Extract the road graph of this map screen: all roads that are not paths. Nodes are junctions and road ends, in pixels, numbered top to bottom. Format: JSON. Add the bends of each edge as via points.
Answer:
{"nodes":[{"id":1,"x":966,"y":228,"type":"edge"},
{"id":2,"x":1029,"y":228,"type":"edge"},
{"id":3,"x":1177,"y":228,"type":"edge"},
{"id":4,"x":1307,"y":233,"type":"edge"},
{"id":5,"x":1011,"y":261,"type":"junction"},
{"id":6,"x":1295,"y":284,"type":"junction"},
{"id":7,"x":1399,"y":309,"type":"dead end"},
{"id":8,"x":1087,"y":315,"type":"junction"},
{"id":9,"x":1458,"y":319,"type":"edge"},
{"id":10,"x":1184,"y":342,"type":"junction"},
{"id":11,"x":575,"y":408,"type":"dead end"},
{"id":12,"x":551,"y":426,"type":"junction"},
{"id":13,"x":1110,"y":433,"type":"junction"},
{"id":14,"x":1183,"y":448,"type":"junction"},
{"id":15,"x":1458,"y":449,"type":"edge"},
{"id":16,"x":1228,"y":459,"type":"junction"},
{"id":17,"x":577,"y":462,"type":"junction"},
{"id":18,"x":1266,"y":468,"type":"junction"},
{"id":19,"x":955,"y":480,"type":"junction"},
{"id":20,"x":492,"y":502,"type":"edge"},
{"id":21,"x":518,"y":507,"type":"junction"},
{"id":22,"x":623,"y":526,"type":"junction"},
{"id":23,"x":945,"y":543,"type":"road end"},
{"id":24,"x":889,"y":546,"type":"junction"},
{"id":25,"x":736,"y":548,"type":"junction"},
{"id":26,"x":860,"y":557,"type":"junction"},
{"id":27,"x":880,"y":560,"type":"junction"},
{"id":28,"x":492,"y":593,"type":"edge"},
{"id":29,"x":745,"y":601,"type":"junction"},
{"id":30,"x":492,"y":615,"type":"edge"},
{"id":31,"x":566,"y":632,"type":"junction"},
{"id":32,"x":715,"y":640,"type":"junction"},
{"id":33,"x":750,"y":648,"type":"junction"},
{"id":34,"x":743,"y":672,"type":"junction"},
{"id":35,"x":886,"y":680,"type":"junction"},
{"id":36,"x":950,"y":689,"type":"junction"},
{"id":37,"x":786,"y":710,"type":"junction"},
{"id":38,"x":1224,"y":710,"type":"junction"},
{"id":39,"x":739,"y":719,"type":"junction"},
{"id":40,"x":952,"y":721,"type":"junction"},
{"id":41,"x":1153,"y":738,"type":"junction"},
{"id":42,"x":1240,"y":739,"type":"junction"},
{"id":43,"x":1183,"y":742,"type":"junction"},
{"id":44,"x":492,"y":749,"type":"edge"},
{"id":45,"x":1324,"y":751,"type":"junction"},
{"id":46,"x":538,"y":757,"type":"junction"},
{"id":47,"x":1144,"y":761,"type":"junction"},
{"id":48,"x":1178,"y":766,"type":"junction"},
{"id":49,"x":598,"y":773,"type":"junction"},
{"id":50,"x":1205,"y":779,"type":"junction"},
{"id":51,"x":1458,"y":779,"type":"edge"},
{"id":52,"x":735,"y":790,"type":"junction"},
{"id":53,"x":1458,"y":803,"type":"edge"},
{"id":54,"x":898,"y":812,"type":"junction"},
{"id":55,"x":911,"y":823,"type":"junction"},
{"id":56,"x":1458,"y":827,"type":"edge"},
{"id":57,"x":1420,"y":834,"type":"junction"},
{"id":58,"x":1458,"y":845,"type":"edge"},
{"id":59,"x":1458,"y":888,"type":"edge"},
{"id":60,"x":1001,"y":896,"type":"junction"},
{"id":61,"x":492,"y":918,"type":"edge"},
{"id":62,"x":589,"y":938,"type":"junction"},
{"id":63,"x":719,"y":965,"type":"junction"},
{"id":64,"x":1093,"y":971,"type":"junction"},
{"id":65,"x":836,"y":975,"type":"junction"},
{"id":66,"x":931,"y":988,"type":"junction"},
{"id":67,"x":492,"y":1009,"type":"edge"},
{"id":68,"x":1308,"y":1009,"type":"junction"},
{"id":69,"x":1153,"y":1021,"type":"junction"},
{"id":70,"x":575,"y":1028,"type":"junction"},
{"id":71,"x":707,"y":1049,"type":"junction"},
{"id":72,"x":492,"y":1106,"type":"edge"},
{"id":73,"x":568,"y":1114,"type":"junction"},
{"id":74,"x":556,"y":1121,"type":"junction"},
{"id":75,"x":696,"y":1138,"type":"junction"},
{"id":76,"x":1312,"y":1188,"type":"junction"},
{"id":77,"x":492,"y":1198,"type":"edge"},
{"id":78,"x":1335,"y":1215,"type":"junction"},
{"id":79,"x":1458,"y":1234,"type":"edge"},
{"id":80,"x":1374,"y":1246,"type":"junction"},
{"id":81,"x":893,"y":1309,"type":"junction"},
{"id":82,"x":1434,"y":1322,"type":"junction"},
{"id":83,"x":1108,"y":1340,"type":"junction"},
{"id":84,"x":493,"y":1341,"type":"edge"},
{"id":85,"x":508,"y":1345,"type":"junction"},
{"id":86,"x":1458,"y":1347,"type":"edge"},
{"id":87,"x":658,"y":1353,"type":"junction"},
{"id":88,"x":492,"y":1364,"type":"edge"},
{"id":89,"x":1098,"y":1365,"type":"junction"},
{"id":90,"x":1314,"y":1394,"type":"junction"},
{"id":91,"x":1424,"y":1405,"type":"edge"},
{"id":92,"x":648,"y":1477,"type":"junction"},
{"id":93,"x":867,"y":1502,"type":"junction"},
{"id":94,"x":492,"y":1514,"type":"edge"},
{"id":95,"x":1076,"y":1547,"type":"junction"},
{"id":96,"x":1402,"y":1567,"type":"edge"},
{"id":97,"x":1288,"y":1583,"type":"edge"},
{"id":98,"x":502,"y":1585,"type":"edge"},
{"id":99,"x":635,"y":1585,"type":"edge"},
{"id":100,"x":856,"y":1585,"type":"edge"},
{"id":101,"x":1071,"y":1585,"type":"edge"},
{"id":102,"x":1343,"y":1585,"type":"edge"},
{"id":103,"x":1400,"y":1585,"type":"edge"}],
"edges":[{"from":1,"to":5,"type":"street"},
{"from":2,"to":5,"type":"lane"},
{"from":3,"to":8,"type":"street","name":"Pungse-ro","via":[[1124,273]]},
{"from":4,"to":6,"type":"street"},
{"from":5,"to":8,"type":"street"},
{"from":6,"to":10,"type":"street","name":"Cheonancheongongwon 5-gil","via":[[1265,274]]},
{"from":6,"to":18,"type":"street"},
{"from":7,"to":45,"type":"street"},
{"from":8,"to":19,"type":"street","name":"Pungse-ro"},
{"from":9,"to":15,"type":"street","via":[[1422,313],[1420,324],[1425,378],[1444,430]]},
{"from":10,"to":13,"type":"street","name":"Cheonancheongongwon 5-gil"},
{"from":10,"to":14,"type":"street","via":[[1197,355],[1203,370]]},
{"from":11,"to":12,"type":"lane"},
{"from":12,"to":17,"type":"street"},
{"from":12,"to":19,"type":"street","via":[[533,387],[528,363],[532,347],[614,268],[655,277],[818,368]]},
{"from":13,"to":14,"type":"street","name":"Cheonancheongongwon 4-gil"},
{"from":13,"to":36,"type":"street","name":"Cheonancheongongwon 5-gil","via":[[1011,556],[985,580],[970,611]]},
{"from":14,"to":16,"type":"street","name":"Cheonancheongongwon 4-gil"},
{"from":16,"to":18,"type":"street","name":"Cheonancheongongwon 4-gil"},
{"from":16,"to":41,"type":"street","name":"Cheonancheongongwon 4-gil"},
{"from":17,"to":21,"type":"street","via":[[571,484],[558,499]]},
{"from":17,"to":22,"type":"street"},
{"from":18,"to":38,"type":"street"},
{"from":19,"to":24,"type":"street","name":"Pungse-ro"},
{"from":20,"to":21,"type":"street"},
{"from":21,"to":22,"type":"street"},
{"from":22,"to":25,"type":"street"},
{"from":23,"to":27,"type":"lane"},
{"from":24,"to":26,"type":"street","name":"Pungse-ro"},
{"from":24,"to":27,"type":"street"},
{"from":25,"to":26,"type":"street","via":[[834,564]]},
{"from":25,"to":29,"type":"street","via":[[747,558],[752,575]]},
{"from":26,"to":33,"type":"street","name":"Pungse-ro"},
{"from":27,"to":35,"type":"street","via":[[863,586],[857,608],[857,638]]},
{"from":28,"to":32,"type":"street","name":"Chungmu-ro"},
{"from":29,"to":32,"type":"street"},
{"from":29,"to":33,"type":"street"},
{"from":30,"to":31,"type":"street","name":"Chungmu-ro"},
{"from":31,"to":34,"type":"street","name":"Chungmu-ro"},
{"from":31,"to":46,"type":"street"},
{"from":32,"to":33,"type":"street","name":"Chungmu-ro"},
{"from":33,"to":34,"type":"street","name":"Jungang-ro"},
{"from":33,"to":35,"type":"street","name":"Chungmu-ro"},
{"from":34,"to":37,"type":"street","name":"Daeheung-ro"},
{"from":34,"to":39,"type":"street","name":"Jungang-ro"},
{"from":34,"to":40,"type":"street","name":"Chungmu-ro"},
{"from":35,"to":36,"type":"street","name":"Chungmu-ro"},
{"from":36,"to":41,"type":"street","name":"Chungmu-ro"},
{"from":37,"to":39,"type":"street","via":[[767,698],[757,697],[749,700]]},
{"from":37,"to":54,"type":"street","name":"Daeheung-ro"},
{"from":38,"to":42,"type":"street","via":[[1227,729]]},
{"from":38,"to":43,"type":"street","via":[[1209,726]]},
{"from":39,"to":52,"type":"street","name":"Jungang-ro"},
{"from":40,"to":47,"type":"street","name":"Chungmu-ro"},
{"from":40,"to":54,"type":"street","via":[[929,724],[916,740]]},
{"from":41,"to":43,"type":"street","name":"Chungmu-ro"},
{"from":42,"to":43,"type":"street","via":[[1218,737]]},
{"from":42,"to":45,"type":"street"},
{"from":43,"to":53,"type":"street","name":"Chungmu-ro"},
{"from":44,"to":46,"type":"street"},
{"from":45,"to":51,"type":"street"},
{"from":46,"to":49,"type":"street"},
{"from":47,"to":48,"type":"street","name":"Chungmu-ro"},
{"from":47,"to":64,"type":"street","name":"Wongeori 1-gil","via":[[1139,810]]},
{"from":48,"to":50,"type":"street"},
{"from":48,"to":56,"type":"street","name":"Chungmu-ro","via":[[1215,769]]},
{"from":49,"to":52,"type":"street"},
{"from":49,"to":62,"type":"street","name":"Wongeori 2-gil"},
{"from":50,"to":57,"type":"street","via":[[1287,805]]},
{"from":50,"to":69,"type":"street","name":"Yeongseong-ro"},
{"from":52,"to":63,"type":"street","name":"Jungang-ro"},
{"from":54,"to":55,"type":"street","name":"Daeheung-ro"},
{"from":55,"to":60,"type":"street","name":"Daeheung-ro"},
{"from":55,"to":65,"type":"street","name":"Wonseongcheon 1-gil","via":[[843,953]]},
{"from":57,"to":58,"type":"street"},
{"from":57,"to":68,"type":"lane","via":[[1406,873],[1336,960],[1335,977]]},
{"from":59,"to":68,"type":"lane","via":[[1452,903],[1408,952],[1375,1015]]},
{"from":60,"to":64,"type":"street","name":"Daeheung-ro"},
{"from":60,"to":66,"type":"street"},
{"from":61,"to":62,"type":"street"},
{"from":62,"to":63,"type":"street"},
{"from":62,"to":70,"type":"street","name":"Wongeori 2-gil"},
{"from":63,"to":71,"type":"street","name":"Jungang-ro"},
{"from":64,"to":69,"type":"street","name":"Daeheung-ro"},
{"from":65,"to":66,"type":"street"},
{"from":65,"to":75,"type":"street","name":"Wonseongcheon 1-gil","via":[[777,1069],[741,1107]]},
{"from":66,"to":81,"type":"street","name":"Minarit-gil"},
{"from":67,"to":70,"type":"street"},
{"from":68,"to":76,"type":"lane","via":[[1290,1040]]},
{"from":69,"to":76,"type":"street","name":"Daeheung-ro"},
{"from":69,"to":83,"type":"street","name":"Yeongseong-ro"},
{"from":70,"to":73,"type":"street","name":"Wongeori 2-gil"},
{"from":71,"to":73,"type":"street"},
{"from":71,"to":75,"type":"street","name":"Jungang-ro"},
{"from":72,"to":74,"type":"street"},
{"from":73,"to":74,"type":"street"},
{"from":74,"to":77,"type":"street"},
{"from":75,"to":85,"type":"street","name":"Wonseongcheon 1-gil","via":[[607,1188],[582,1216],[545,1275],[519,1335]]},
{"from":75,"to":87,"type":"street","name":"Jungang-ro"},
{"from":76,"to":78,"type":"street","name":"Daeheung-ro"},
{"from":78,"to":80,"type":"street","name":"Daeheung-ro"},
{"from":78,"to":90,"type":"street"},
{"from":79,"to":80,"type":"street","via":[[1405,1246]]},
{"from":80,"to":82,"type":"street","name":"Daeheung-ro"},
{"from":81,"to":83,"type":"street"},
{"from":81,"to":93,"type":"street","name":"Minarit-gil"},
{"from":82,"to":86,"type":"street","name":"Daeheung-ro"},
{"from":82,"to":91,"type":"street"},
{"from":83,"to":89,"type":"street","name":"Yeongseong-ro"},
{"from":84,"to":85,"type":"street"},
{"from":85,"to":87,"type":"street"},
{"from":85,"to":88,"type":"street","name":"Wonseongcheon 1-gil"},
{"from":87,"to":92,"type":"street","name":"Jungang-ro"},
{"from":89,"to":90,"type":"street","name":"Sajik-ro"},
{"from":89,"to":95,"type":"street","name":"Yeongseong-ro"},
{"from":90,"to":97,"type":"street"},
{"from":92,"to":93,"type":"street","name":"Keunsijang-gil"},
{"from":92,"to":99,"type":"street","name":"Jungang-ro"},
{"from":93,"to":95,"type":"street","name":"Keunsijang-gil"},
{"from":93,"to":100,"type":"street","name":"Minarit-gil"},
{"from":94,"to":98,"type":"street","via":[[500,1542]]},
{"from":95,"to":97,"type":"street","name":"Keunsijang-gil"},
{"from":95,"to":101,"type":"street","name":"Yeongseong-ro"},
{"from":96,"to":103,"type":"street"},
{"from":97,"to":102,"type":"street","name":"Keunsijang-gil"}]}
-*-
— PROBLEM DETAILS —
Once you have found every line in the listing that holds the string "Jungang", copy each of them.

— WRITTEN RESPONSE —
{"from":33,"to":34,"type":"street","name":"Jungang-ro"},
{"from":34,"to":39,"type":"street","name":"Jungang-ro"},
{"from":39,"to":52,"type":"street","name":"Jungang-ro"},
{"from":52,"to":63,"type":"street","name":"Jungang-ro"},
{"from":63,"to":71,"type":"street","name":"Jungang-ro"},
{"from":71,"to":75,"type":"street","name":"Jungang-ro"},
{"from":75,"to":87,"type":"street","name":"Jungang-ro"},
{"from":87,"to":92,"type":"street","name":"Jungang-ro"},
{"from":92,"to":99,"type":"street","name":"Jungang-ro"},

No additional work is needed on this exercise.